Leave every image out, and return the rest of the data word for word.

### SUPPLIED MATERIAL
════

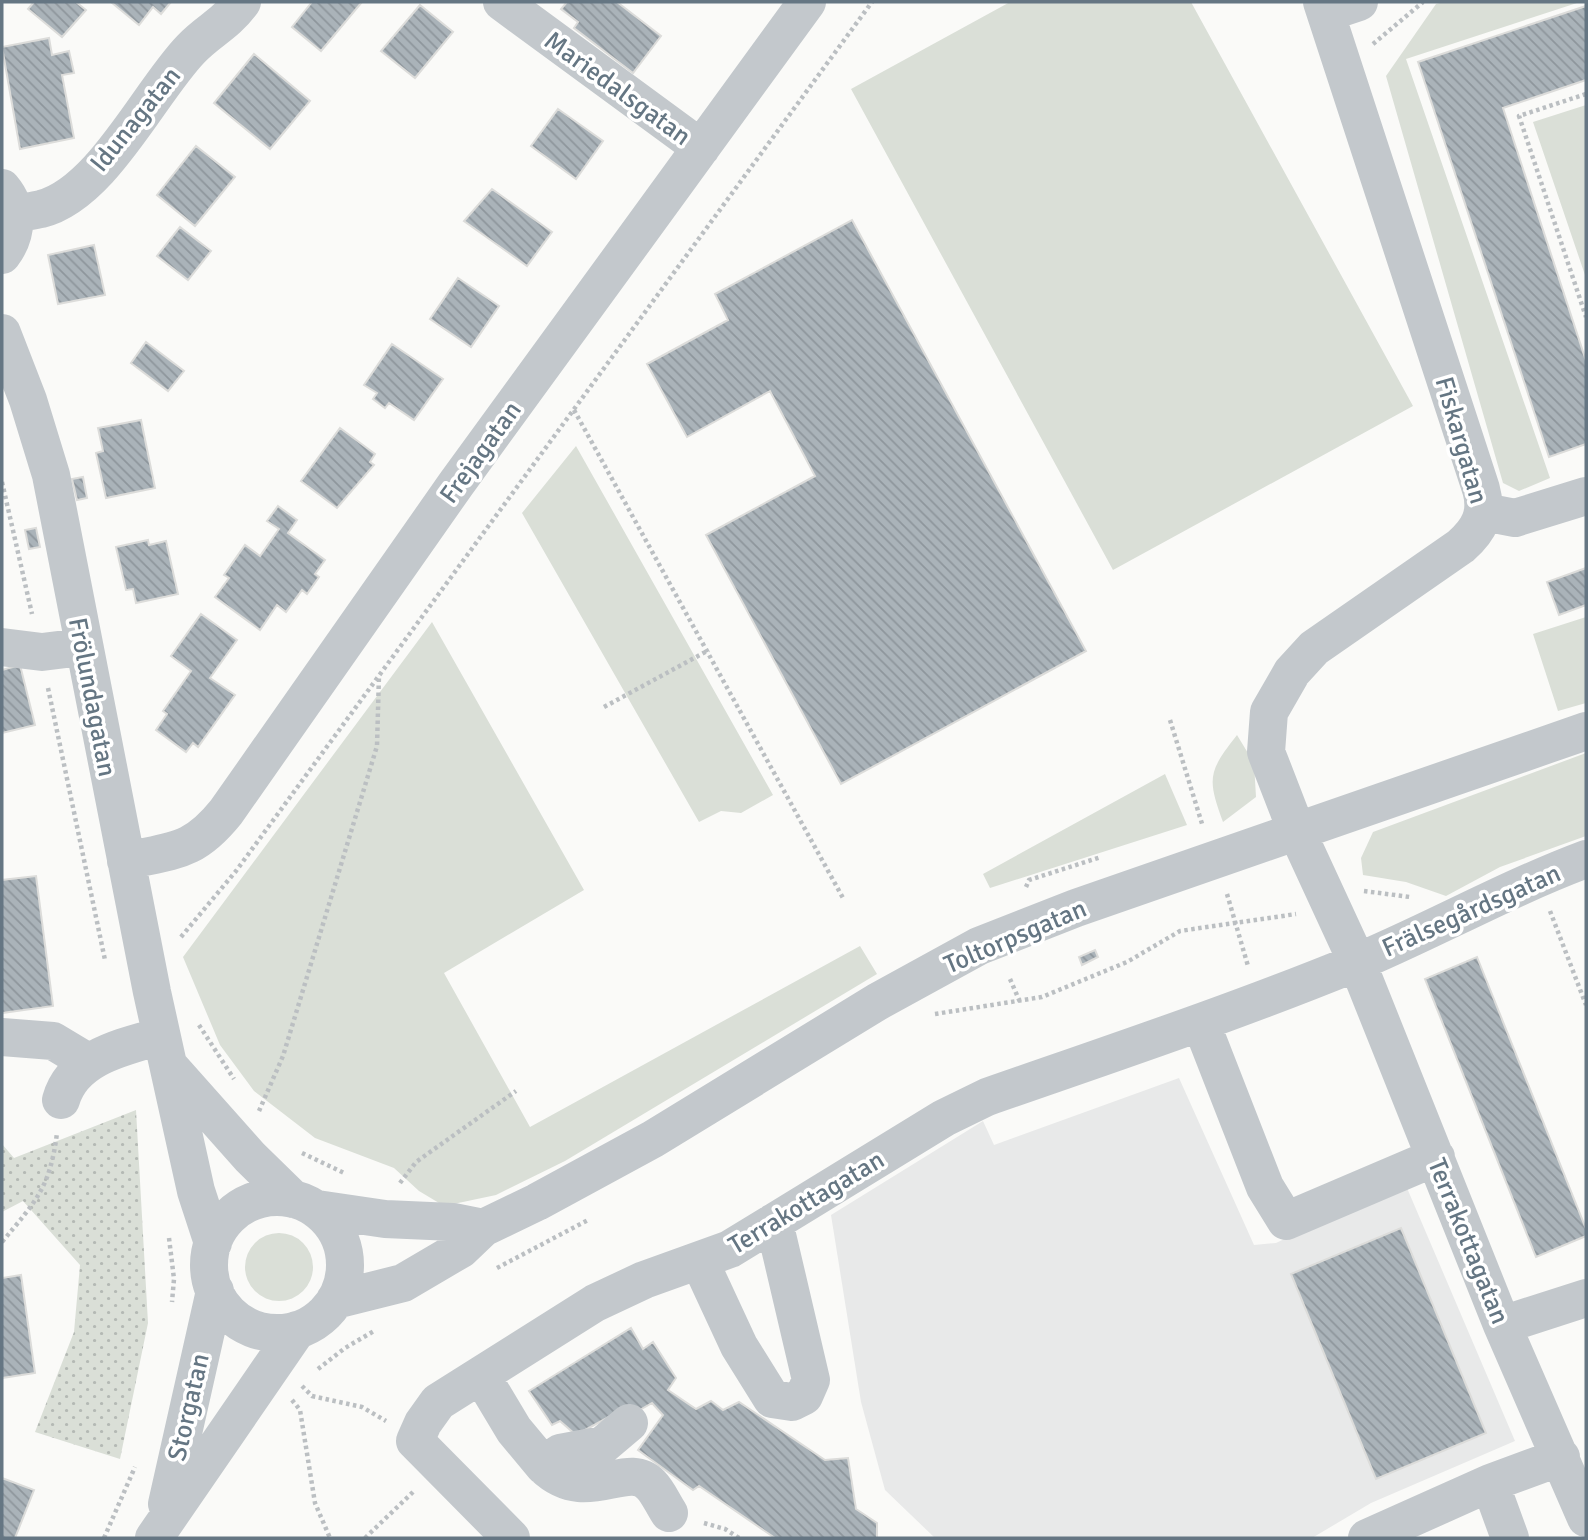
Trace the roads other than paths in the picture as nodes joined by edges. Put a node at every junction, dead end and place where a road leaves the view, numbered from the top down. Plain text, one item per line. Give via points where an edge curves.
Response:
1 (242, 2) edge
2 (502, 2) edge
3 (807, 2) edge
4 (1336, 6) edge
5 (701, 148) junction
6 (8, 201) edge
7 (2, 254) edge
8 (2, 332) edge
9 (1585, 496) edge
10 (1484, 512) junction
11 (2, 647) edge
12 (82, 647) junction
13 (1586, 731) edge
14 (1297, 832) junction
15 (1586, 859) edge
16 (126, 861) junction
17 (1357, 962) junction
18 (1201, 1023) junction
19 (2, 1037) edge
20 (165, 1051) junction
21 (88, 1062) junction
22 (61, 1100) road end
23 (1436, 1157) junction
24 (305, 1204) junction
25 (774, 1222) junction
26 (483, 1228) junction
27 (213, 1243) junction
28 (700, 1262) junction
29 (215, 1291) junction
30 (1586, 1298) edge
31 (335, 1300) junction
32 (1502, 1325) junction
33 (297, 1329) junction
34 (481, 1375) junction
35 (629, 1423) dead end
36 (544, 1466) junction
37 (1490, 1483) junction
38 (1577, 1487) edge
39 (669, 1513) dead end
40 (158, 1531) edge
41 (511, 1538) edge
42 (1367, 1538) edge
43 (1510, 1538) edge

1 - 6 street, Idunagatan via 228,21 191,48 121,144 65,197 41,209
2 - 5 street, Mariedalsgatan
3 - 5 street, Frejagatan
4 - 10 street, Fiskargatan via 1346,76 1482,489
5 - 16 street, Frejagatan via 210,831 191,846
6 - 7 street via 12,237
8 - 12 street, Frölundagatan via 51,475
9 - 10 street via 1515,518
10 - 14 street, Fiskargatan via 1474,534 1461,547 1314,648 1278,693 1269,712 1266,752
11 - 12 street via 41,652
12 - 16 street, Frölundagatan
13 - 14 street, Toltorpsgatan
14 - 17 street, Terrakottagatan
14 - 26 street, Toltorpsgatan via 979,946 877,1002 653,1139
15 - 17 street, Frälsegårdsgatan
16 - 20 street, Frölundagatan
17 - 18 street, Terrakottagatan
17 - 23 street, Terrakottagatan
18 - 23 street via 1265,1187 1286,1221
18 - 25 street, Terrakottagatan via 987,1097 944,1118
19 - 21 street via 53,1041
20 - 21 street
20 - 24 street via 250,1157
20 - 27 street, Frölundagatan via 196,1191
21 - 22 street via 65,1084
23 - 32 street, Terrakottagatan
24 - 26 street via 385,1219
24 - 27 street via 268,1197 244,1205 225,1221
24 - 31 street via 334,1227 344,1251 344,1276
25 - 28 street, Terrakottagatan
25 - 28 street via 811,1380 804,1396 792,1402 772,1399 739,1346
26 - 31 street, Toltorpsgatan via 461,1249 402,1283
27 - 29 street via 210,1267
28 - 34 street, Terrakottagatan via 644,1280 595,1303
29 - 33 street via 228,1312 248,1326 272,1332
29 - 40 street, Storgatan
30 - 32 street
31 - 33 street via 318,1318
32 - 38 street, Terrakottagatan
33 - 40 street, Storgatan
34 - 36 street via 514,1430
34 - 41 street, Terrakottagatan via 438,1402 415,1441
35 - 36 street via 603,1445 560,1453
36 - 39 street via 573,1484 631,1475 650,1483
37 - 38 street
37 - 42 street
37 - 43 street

════

### YOUR RESPONSE
Trace the roads other than paths in the picture as nodes joined by edges. Put a node at every junction, dead end and place where a road leaves the view, numbered from the top down. Plain text, one item per line. Give via points where an edge curves.
Response:
1 (242, 2) edge
2 (502, 2) edge
3 (807, 2) edge
4 (1336, 6) edge
5 (701, 148) junction
6 (8, 201) edge
7 (2, 254) edge
8 (2, 332) edge
9 (1585, 496) edge
10 (1484, 512) junction
11 (2, 647) edge
12 (82, 647) junction
13 (1586, 731) edge
14 (1297, 832) junction
15 (1586, 859) edge
16 (126, 861) junction
17 (1357, 962) junction
18 (1201, 1023) junction
19 (2, 1037) edge
20 (165, 1051) junction
21 (88, 1062) junction
22 (61, 1100) road end
23 (1436, 1157) junction
24 (305, 1204) junction
25 (774, 1222) junction
26 (483, 1228) junction
27 (213, 1243) junction
28 (700, 1262) junction
29 (215, 1291) junction
30 (1586, 1298) edge
31 (335, 1300) junction
32 (1502, 1325) junction
33 (297, 1329) junction
34 (481, 1375) junction
35 (629, 1423) dead end
36 (544, 1466) junction
37 (1490, 1483) junction
38 (1577, 1487) edge
39 (669, 1513) dead end
40 (158, 1531) edge
41 (511, 1538) edge
42 (1367, 1538) edge
43 (1510, 1538) edge

1 - 6 street, Idunagatan via 228,21 191,48 121,144 65,197 41,209
2 - 5 street, Mariedalsgatan
3 - 5 street, Frejagatan
4 - 10 street, Fiskargatan via 1346,76 1482,489
5 - 16 street, Frejagatan via 210,831 191,846
6 - 7 street via 12,237
8 - 12 street, Frölundagatan via 51,475
9 - 10 street via 1515,518
10 - 14 street, Fiskargatan via 1474,534 1461,547 1314,648 1278,693 1269,712 1266,752
11 - 12 street via 41,652
12 - 16 street, Frölundagatan
13 - 14 street, Toltorpsgatan
14 - 17 street, Terrakottagatan
14 - 26 street, Toltorpsgatan via 979,946 877,1002 653,1139
15 - 17 street, Frälsegårdsgatan
16 - 20 street, Frölundagatan
17 - 18 street, Terrakottagatan
17 - 23 street, Terrakottagatan
18 - 23 street via 1265,1187 1286,1221
18 - 25 street, Terrakottagatan via 987,1097 944,1118
19 - 21 street via 53,1041
20 - 21 street
20 - 24 street via 250,1157
20 - 27 street, Frölundagatan via 196,1191
21 - 22 street via 65,1084
23 - 32 street, Terrakottagatan
24 - 26 street via 385,1219
24 - 27 street via 268,1197 244,1205 225,1221
24 - 31 street via 334,1227 344,1251 344,1276
25 - 28 street, Terrakottagatan
25 - 28 street via 811,1380 804,1396 792,1402 772,1399 739,1346
26 - 31 street, Toltorpsgatan via 461,1249 402,1283
27 - 29 street via 210,1267
28 - 34 street, Terrakottagatan via 644,1280 595,1303
29 - 33 street via 228,1312 248,1326 272,1332
29 - 40 street, Storgatan
30 - 32 street
31 - 33 street via 318,1318
32 - 38 street, Terrakottagatan
33 - 40 street, Storgatan
34 - 36 street via 514,1430
34 - 41 street, Terrakottagatan via 438,1402 415,1441
35 - 36 street via 603,1445 560,1453
36 - 39 street via 573,1484 631,1475 650,1483
37 - 38 street
37 - 42 street
37 - 43 street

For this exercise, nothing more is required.